Uważam że taka oczywista oczywistość jest dla wszystkich najtrudniejsza. Zdecydowanie często marnujemy czas na rzeczy, które kompletnie nie mają znaczenia. Ale ile osób to rozumie? W każdy poniedziałek zaczyna się od westchnień i narzekań, ze musza iść do pracy ale kiedy zapytasz co robili w weekend , to najczęściej nić wartościowego, Nic co tak naprawdę poprawia jakość ich życia ani też ma wpływ na ich otoczenie. Mamy narzekają na brak czasu w tygodniu zagonione obowiązkami ale kiedy przychodzi wolny czas to i tak go marnują popijając kawę i plotkując. Tatusiowie wypijają hektolitry piwa i oglądają futbol. Nikt nie patrzy na to z perspektywy śmierci bo jeżeli by tak było to poświęcałby więcej czasu ( wartościowego )swojej rodzinie i sobie samemu. Spojrzenie z tej perspektywy o której pani mówi zmieniłoby wielu z nas .
pozdrawiam serdecznie i dziękuję
Dziekuje za swietny najnowszy odcinek.Pozdrawiam
Kiedy wydaje się, że tematy już się wyczerpały i już nic nas nie zaskoczy, wyskakuje Pani z mega tematem, który jest jednym z najlepszych wg mnie i, który tak wiele zmienia w rzeczywistości postrzegania życia, świata, priorytetów….
Wielkie brawa za kolejną odsłonę wielkiego uświadomienia.
Magdusiu!

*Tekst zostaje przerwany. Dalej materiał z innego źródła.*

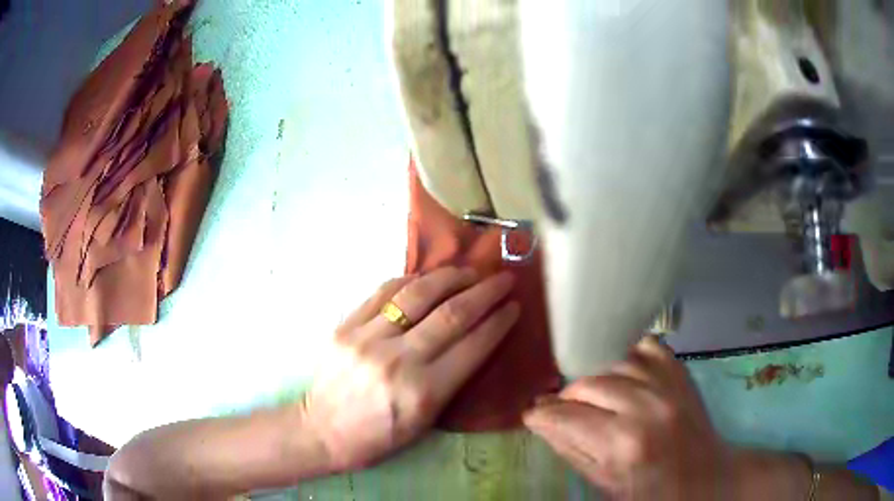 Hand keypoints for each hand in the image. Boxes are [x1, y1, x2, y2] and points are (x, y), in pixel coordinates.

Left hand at [302, 267, 518, 471]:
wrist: (323, 431)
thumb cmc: (379, 436)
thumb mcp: (425, 422)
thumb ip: (451, 381)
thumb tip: (475, 339)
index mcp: (423, 393)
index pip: (473, 346)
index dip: (498, 322)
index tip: (514, 306)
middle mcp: (398, 361)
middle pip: (451, 314)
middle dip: (485, 292)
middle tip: (503, 279)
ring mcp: (368, 339)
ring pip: (417, 295)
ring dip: (450, 277)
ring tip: (470, 270)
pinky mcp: (345, 326)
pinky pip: (383, 292)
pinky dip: (410, 280)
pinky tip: (427, 277)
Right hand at [524, 336, 733, 500]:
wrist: (709, 477)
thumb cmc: (655, 493)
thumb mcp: (606, 485)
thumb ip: (572, 450)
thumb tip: (540, 423)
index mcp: (624, 444)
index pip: (566, 417)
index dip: (542, 415)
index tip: (531, 414)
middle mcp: (644, 406)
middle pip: (586, 383)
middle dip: (565, 397)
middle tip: (560, 409)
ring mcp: (666, 382)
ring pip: (611, 361)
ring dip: (593, 377)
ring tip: (589, 394)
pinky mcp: (680, 370)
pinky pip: (643, 346)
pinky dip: (624, 355)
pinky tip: (618, 372) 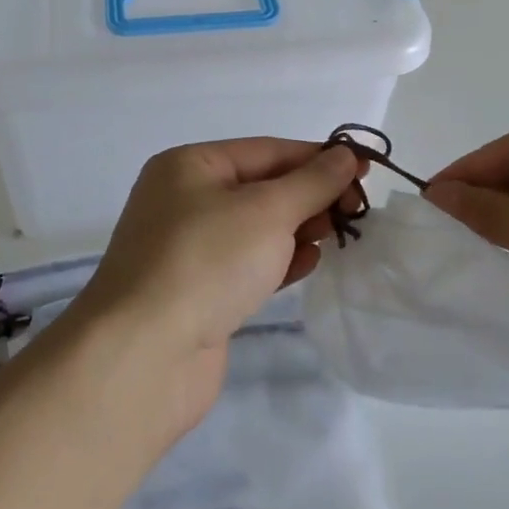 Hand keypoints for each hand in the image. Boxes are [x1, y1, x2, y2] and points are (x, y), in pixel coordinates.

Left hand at [66, 138, 363, 421]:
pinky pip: (248, 264)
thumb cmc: (206, 262)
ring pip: (257, 227)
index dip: (318, 157)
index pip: (267, 150)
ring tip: (338, 234)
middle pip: (262, 187)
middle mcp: (185, 200)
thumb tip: (345, 155)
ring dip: (299, 228)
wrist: (143, 358)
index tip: (364, 170)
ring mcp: (189, 249)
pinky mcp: (199, 292)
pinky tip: (309, 263)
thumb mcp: (267, 211)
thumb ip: (311, 182)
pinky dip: (279, 260)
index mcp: (190, 166)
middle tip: (357, 210)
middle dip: (310, 195) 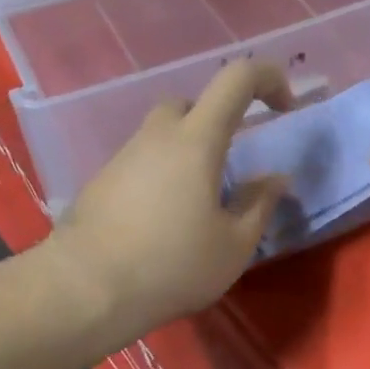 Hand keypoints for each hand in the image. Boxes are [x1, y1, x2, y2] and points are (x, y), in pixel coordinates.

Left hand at [51, 60, 291, 337]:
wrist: (85, 290)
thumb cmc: (172, 265)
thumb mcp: (234, 245)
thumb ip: (260, 205)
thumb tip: (275, 179)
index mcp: (196, 140)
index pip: (237, 78)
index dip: (268, 78)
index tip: (285, 107)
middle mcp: (157, 136)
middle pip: (191, 104)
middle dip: (219, 122)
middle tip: (231, 165)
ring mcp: (123, 156)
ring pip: (163, 135)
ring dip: (188, 153)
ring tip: (198, 204)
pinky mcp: (101, 181)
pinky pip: (141, 162)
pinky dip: (161, 176)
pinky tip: (163, 221) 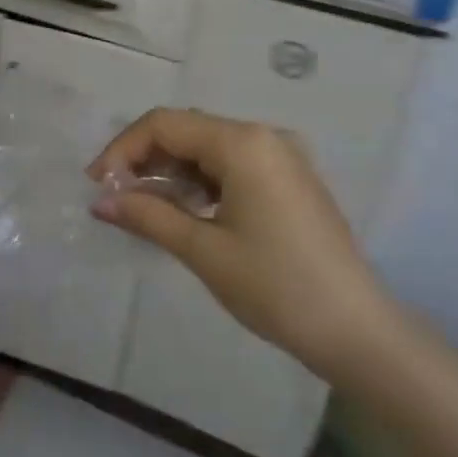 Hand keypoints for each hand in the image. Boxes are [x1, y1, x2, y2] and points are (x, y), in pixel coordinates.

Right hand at [89, 109, 394, 379]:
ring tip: (144, 210)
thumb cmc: (276, 286)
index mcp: (243, 142)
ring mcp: (281, 156)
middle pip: (186, 131)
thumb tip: (101, 201)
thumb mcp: (203, 250)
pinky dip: (200, 182)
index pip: (164, 125)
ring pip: (208, 149)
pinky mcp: (290, 179)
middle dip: (145, 160)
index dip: (123, 149)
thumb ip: (147, 216)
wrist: (358, 332)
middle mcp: (262, 136)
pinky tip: (185, 212)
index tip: (98, 186)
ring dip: (171, 173)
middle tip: (116, 199)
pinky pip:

Mam tyle lat, że uważam, że mogę tak do Pani napisać. Inaczej nie umiem przekazać ogromu sympatii, jaką Panią darzę i wyrazów podziwu dla treści i formy tego, co Pani przekazuje. Proszę nie zmieniać tła! A jeśli już, to nie na regał z książkami. Pani nie musi nic sugerować. Babcia Masia
Polecam książkę
Niewolnik
Anand Dilver
Bardzo ładnie porusza ten temat książka pt. „Błękitny zamek” autorstwa Lucy Maud Montgomery. Polecam i dziękuję za tę perspektywę.